=== EXTRACTED RECORDS ===

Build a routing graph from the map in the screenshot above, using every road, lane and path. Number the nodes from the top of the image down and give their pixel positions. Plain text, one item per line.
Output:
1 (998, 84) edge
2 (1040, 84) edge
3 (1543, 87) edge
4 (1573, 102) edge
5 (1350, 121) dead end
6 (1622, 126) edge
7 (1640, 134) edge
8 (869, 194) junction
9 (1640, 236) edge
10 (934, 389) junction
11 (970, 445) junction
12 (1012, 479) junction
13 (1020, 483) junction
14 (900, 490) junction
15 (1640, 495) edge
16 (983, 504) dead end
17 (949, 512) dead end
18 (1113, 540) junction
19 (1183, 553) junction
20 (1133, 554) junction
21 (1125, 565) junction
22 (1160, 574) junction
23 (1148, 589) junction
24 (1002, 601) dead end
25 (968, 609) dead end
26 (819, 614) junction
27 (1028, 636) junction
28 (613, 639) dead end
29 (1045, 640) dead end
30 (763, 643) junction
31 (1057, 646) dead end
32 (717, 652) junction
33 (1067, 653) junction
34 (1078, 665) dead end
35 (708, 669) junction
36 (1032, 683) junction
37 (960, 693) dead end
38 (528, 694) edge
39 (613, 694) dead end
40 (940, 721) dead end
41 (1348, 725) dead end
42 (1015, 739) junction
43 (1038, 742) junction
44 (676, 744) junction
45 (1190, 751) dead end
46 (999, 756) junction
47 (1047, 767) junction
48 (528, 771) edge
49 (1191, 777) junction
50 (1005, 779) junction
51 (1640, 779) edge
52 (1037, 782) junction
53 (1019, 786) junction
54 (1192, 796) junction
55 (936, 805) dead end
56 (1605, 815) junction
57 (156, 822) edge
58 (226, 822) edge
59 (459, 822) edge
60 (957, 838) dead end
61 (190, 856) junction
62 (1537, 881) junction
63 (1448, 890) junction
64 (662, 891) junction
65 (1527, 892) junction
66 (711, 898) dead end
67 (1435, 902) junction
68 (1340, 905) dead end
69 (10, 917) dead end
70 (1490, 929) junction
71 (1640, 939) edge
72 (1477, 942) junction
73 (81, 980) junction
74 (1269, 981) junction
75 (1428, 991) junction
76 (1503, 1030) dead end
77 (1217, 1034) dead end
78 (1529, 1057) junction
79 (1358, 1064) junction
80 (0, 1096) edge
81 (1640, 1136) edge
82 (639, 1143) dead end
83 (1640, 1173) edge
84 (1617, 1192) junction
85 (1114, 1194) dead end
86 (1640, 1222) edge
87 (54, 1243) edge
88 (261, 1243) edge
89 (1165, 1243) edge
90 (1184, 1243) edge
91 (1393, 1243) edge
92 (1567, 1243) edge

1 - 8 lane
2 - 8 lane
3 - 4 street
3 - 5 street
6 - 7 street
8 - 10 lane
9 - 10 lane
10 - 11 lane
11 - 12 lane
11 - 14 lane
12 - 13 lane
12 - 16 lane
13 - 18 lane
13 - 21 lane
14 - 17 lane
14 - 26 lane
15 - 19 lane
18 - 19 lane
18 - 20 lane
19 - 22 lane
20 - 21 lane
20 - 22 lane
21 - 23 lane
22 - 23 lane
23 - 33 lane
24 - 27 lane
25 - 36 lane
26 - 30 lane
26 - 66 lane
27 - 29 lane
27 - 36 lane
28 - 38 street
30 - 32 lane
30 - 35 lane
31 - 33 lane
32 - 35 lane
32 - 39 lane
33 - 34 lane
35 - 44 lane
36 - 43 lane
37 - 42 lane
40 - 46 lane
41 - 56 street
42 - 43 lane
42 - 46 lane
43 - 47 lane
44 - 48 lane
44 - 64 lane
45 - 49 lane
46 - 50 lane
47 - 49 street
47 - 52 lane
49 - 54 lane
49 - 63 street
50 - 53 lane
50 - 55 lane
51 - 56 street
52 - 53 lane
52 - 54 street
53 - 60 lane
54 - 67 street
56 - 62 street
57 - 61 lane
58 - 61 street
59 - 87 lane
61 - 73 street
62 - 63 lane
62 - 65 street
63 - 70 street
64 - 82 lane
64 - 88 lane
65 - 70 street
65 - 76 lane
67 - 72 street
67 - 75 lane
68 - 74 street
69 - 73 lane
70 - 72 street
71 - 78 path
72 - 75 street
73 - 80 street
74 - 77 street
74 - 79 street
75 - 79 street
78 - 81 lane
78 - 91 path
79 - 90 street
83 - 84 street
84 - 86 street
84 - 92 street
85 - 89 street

===

Filter the records above for "path" and copy every matching line.

**FINISHED EXERCISE**
Build a routing graph from the map in the screenshot above, using every road, lane and path. Number the nodes from the top of the image down and give their pixel positions. Plain text, one item per line.
71 - 78 path
78 - 91 path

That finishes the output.